Re: Discussion on GPU backend

Posted by Berthold Reinwald <re...@us.ibm.com>.
the discussion is less about (1), (2), or (3). As practiced so far, (3) is 
the way to go.

The question is about (A) or (B). Curious was the Apache suggested 
practice is.

Regards,
Berthold Reinwald
IBM Almaden Research Center
office: (408) 927 2208; T/L: 457 2208
e-mail: reinwald@us.ibm.com



From:   Matthias Boehm/Almaden/IBM@IBMUS
To:     dev@systemml.incubator.apache.org
Date:   05/24/2016 09:10 PM
Subject:        Re: Discussion on GPU backend



Generally, I think we should really stick to (3) as done in the past, 
i.e., bring up major features in the roadmap discussions, create jira 
epics and try to break them into rather isolated tasks. This works for 
almost any major/minor feature. The only exception are features, where it 
is initially unknown if the potential benefits outweigh the increased 
complexity (or other disadvantages). Here, prototypes are required but 
everybody should be free to choose a way of maintaining them. I also don't 
expect too much collaboration here because of the unknown status. Once the 
initial unknowns are resolved, we should come back to (3) tough.

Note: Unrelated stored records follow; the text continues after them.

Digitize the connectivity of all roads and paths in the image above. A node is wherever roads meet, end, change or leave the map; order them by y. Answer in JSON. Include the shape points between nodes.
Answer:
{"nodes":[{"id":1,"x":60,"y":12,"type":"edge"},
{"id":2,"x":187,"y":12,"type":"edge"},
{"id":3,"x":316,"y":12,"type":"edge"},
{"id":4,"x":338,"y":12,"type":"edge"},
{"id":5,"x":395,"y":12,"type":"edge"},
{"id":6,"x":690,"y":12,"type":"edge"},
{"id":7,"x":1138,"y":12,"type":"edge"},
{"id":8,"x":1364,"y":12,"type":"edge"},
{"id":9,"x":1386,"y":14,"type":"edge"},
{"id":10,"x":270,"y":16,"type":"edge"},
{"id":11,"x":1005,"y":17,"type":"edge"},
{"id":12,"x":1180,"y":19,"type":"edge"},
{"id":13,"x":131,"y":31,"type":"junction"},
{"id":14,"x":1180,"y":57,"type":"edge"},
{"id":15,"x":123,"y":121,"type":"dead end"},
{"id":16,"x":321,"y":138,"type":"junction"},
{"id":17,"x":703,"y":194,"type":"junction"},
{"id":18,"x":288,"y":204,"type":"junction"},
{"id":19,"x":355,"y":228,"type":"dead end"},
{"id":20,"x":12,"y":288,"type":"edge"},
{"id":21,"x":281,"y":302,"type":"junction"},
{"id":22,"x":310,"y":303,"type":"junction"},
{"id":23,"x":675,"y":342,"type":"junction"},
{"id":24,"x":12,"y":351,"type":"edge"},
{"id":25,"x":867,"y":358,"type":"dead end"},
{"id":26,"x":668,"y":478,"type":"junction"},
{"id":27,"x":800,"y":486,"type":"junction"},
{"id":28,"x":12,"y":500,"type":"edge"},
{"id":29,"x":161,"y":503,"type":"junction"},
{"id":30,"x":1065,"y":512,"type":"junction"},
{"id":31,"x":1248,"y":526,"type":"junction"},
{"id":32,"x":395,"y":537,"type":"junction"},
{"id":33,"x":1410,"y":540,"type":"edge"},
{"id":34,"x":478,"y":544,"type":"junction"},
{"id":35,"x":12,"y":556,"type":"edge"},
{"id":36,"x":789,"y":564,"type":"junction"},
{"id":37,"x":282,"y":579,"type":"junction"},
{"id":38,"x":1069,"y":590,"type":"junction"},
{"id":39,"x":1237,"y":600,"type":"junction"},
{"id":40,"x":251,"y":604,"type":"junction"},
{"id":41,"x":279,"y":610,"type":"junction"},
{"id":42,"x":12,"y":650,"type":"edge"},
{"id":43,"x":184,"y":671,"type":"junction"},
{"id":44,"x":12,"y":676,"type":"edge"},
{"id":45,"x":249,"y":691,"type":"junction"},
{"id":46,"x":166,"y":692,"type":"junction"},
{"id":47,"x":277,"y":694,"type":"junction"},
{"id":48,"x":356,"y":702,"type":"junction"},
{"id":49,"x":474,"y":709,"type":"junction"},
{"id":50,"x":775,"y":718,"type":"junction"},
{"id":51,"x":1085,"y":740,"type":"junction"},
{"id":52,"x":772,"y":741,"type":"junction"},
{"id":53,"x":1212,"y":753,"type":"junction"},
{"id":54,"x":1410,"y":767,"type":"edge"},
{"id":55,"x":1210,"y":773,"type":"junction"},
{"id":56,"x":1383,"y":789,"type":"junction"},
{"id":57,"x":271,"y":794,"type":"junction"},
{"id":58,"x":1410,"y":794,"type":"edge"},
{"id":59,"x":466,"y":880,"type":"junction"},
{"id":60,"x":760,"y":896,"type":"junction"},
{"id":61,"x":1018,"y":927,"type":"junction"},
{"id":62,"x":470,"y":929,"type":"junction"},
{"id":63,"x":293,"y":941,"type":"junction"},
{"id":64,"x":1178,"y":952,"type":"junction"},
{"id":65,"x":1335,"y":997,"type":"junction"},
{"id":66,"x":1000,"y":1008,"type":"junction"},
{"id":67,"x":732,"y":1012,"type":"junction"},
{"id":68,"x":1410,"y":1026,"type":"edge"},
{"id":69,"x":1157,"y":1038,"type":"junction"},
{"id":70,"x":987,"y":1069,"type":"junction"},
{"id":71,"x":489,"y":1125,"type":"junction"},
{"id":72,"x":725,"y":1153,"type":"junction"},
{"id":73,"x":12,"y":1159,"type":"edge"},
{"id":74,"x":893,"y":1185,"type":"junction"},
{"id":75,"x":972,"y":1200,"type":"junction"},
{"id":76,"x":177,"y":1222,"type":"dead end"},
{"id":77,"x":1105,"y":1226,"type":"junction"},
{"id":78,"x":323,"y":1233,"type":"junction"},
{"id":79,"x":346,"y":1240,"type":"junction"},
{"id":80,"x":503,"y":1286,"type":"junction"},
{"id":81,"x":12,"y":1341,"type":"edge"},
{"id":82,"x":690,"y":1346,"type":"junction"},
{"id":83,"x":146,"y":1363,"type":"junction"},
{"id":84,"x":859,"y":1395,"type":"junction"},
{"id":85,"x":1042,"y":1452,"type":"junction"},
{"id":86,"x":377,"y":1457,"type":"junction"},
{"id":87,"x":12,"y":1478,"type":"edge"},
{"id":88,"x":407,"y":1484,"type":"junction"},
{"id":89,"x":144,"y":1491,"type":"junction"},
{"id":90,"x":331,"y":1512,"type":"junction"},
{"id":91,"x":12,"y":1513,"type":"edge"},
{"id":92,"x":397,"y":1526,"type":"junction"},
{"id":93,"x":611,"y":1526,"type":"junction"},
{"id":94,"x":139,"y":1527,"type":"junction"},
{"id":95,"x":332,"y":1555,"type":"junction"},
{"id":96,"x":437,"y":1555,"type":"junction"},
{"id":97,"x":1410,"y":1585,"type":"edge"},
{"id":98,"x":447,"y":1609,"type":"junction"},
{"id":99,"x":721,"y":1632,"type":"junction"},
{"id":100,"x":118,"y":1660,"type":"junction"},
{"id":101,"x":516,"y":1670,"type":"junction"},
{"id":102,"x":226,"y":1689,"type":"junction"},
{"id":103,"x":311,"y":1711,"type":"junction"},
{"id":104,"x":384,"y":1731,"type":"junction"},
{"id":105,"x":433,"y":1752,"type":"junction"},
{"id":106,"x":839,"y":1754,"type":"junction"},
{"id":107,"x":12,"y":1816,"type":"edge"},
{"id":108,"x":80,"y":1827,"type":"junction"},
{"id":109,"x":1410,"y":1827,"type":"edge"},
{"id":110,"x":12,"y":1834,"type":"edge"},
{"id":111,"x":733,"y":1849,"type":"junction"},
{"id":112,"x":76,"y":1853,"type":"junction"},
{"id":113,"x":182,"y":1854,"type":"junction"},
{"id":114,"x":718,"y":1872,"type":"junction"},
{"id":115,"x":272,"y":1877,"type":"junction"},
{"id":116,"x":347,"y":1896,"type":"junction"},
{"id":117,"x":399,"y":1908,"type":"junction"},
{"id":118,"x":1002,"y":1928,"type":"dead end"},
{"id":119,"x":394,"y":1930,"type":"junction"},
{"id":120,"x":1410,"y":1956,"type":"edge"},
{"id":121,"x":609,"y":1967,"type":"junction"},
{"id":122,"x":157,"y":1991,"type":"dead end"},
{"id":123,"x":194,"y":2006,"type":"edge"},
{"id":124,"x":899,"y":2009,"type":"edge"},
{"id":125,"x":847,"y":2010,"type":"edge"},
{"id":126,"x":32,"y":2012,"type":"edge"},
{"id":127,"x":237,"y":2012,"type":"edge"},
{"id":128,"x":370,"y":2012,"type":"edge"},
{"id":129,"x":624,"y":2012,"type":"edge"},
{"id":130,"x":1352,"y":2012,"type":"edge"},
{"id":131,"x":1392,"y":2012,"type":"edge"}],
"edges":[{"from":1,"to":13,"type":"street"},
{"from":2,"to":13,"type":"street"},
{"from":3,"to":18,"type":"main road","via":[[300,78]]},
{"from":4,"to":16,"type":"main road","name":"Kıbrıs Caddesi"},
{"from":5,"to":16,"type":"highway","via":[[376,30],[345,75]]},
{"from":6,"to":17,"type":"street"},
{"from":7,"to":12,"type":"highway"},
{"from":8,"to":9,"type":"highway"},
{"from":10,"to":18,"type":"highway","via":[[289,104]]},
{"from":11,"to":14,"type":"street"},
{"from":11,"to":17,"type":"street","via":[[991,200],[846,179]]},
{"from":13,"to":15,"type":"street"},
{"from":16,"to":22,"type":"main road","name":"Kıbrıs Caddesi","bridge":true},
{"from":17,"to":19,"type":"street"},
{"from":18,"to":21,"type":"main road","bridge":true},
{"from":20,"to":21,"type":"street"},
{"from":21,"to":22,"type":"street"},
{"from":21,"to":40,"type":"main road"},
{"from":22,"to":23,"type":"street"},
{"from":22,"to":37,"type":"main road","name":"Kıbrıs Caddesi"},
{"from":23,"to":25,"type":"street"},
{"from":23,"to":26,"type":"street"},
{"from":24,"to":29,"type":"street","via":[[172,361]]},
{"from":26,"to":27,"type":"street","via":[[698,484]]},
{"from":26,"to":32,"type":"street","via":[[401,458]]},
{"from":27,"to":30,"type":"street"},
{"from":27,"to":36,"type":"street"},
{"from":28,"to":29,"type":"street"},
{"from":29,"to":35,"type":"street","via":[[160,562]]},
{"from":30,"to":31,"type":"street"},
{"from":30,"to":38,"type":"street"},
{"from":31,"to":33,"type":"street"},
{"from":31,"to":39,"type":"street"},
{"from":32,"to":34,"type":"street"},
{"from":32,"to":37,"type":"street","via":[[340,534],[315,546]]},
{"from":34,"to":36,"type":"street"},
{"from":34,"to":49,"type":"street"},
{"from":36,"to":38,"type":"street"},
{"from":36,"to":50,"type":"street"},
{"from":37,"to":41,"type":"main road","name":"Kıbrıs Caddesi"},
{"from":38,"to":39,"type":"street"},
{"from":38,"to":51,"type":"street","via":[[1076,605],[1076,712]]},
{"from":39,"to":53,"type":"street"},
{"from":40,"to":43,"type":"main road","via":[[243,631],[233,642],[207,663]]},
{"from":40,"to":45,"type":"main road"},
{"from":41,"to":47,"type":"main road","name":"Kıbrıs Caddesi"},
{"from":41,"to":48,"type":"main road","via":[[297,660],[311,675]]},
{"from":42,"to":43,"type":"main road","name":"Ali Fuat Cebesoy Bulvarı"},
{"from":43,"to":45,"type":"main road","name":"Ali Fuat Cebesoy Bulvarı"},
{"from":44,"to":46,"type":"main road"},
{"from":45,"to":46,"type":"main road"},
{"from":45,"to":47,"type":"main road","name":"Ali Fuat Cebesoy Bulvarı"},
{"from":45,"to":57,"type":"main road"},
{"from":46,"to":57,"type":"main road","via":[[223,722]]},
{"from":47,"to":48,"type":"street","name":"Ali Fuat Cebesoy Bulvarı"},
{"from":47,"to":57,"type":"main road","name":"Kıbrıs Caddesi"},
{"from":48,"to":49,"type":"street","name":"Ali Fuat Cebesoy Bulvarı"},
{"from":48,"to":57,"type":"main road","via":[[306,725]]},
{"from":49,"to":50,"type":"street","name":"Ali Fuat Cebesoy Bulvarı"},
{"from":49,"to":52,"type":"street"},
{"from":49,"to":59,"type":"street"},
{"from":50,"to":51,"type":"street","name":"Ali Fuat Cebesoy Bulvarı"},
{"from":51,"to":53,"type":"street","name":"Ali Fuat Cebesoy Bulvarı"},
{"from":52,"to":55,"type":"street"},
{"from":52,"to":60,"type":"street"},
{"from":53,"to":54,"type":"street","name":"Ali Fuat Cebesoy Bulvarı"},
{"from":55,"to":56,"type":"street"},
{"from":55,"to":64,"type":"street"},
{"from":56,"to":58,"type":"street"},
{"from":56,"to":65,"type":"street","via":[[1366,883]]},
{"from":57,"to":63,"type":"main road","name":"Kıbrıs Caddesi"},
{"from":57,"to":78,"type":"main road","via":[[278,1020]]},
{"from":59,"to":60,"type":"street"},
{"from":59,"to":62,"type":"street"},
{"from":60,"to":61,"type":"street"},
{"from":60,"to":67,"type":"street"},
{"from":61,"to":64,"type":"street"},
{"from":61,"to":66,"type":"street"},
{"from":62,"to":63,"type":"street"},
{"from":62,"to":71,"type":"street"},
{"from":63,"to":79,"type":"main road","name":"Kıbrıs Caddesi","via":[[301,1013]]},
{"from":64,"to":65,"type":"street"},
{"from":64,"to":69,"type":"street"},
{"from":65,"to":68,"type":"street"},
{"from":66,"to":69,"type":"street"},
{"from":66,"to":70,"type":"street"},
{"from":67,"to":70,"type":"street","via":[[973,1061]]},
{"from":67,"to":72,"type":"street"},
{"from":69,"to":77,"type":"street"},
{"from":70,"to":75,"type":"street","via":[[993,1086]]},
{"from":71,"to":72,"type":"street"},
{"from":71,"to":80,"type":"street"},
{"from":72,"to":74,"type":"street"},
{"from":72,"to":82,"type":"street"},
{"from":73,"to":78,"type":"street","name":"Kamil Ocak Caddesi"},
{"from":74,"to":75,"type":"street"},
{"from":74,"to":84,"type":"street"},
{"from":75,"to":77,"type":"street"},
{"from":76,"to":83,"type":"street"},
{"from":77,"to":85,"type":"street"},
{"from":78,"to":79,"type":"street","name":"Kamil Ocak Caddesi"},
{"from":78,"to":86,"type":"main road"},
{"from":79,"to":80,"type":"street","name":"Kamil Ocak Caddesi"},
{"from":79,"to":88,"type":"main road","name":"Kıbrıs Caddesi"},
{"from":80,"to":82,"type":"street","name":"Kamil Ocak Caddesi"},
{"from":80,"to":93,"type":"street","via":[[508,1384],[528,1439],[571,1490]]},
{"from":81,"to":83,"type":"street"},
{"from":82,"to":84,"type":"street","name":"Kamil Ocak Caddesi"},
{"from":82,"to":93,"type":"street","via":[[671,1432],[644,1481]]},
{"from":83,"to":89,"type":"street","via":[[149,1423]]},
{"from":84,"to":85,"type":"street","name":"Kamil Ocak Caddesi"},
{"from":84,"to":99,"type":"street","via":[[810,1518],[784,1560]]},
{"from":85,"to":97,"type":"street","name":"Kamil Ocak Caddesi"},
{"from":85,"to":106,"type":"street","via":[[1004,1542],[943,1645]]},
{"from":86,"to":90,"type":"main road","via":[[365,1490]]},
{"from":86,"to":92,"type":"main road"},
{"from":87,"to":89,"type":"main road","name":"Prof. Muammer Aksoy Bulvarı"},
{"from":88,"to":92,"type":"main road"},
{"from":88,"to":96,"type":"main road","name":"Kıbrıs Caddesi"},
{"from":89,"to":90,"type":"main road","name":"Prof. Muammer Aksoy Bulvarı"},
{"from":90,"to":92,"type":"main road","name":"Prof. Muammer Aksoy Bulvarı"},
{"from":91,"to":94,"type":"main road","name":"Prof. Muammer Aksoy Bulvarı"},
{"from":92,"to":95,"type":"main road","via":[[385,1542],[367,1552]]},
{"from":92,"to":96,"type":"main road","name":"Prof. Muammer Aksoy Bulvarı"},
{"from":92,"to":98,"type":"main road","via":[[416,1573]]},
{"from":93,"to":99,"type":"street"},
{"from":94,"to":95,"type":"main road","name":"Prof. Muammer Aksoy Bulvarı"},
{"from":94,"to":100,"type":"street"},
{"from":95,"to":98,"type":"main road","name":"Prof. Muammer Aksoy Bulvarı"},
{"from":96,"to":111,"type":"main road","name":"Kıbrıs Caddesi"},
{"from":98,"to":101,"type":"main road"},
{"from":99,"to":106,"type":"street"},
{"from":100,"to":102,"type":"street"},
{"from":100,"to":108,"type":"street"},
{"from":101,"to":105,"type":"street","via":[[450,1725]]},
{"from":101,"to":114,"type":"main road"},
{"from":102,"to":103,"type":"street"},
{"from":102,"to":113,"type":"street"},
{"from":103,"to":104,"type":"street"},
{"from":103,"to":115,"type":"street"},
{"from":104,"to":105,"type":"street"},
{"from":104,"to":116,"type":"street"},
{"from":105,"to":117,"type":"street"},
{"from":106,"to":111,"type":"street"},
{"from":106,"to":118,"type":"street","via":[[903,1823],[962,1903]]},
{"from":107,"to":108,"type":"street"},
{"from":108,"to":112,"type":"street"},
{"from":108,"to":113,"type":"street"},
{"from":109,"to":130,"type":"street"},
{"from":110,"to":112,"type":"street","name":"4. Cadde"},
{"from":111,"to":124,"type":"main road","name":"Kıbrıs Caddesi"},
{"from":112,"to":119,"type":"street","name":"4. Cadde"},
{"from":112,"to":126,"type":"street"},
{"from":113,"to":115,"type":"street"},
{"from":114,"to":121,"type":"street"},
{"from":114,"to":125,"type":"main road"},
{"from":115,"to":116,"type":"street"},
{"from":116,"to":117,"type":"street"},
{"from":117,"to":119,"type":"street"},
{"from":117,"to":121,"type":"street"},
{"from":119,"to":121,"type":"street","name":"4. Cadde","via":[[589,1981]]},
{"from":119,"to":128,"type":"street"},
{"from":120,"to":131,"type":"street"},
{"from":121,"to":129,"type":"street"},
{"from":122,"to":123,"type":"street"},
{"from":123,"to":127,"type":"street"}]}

Regarding the GPU backend, the unknowns to resolve are (1) the handling of 
native libraries/kernels for deployment/test/dev, and (2) performance 
comparisons on selected algorithms (prototypes, not fully integrated), 
data sizes, and platforms. Once we have answers to these questions, we can 
create all the tasks for optimizer/runtime integration. 

Regards,
Matthias 


Niketan Pansare---05/24/2016 11:55:19 AM---Hi all, Since there is interest 
in collaborating on GPU backend, I wanted to know

From: Niketan Pansare/Almaden/IBM@IBMUS
To: dev@systemml.incubator.apache.org
Date: 05/24/2016 11:55 AM
Subject: Re: Discussion on GPU backend



Hi all,

Since there is interest in collaborating on GPU backend, I wanted to know 
what is the preferred way to go ahead with a new feature (i.e. GPU 
backend) ? This discussion is also generally applicable to other major 
features (for example: Flink backend, Deep Learning support, OpenCL 
backend, new data types, new built-in functions, new algorithms, etc).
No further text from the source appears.